Ce qui devait arriver arriva et récemment une pandémie frappa de plein fouet le monde en ayant comme foyer la Chine, usine du monde et centre d’approvisionnement des compagnies les plus riches et puissantes. La tempête parfaite pour mettre à genoux une économie déjà fragile par des mesures de stimulation monétaire, une croissance dopée par l’endettement et une mondialisation impossible à soutenir. Les bourses ont plongé rapidement et remontées péniblement après des mesures de stimulations gargantuesques et les citoyens de partout réclament des mesures sévères de leur gouvernement notamment sur la question de la gestion des frontières. Un retournement prévisible, mais néanmoins brutal à la lumière du discours public des politiciens ces dernières années.
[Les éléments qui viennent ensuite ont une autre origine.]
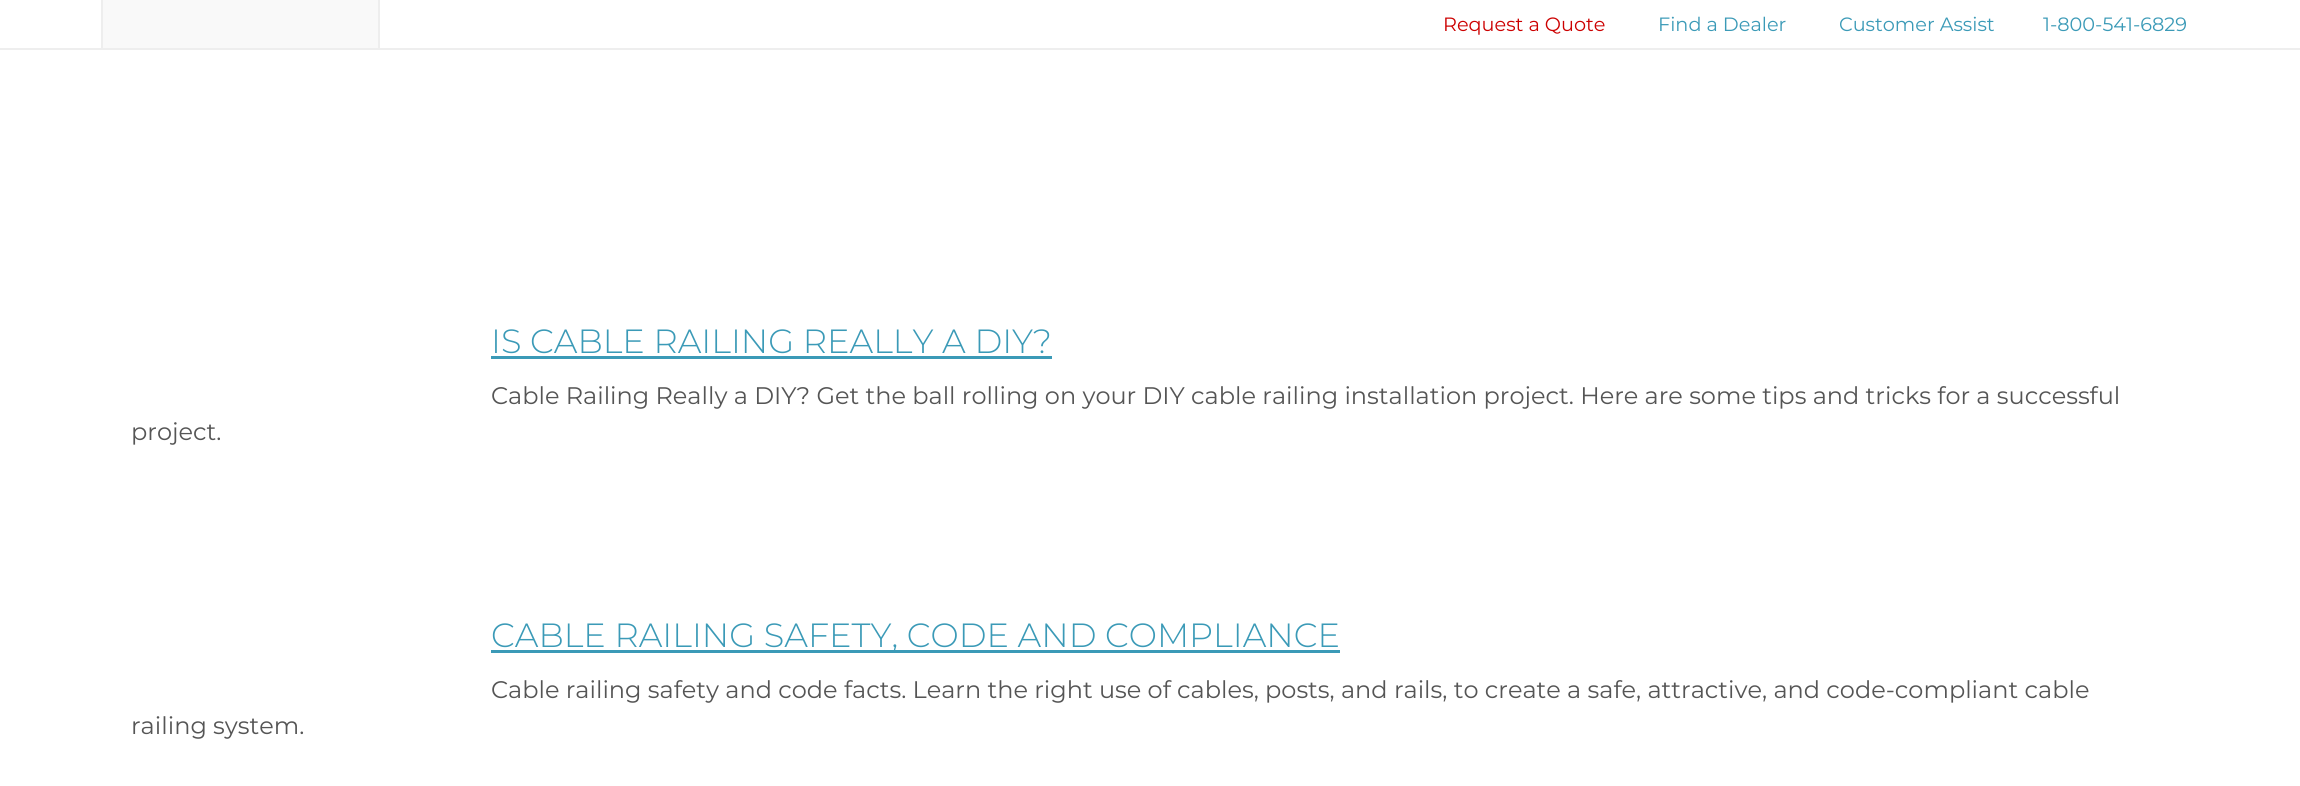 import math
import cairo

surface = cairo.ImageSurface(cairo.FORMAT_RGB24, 2300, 786)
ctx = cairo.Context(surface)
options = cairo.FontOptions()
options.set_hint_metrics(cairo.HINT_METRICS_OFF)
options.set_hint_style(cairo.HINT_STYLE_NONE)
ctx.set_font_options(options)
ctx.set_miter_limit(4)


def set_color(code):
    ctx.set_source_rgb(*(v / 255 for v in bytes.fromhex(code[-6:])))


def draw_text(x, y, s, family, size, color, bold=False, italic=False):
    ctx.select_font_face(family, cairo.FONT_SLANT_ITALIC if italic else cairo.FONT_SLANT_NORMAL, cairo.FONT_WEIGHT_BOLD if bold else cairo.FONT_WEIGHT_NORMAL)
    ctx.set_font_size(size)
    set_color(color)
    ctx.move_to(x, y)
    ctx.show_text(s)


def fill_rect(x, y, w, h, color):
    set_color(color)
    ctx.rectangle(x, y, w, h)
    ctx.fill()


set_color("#ffffff")
ctx.paint()
fill_rect(0, 48, 2300, 2, "#eeeeee")
fill_rect(103, 0, 275, 48, "#f9f9f9")
fill_rect(378, 0, 2, 48, "#eeeeee")
fill_rect(101, 0, 2, 48, "#eeeeee")
draw_text(1443, 31, "Request a Quote", "Montserrat", 19.25, "#cc0000")
draw_text(1658, 31, "Find a Dealer", "Montserrat", 19.25, "#3b9ab7")
draw_text(1839, 31, "Customer Assist", "Montserrat", 19.25, "#3b9ab7")
draw_text(2043, 31, "1-800-541-6829", "Montserrat", 19.25, "#3b9ab7")
draw_text(491, 353, "IS CABLE RAILING REALLY A DIY?", "Montserrat Light", 33.6, "#3b9ab7")
fill_rect(491, 356, 561, 3, "#3b9ab7")
draw_text(491, 404, "Cable Railing Really a DIY? Get the ball rolling on your DIY cable railing installation project. Here are some tips and tricks for a successful", "Montserrat", 24, "#555555")
draw_text(131, 440, "project.", "Montserrat", 24, "#555555")
fill_rect(491, 650, 849, 3, "#3b9ab7")
draw_text(491, 647, "CABLE RAILING SAFETY, CODE AND COMPLIANCE", "Montserrat Light", 33.6, "#3b9ab7")
draw_text(491, 698, "Cable railing safety and code facts. Learn the right use of cables, posts, and rails, to create a safe, attractive, and code-compliant cable", "Montserrat", 24, "#555555")
draw_text(131, 734, "railing system.", "Montserrat", 24, "#555555")
surface.write_to_png("output.png")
Face à la crise, les citoyens réalisent qu’ils cherchent chez leurs dirigeants et leur nation le réconfort et la protection que seul un état possédant tous ses pouvoirs peut leur offrir. Sans le vouloir et sans le savoir, les citoyens du monde ont peut-être changé le paradigme mondial qui s’éloignait de l’idée d’État-nation et d’état westphalien. Ils ont peut-être ramené à l’ordre du jour l’idée que la souveraineté de la nation prévaut et doit prévaloir sur les intérêts internationaux. Le rôle de dirigeant qui se rapprochait de plus en plus de celui d’un gestionnaire financier à la maison et d’un vendeur à l’étranger semble s’être retourné très rapidement lorsque les gens ont senti le danger. Les gens ont voulu qu’on les protège en priorité, que l’état se soucie d’eux en premier lieu et non pas les intérêts étrangers à l’intérieur des frontières et les grandes compagnies étrangères installées artificiellement sur leur territoire. Les actionnaires réalisent maintenant la fragilité de leurs investissements et plusieurs compagnies parlent déjà de recentrer leurs opérations pour éviter des crises d’approvisionnement comme le monde vit actuellement. La mondialisation est un géant aux pieds d’argile que la réalité du monde érode lentement, mais surement. La pandémie n’est que la plus récente vague et n’est probablement pas la dernière. Il sera intéressant de voir si ce changement et ces réalisations s’inscrivent dans une tendance à long terme ou si l’appât du gain saura convaincre les gens que le risque en vaut la chandelle et que les bénéfices surpassent les coûts et les dangers.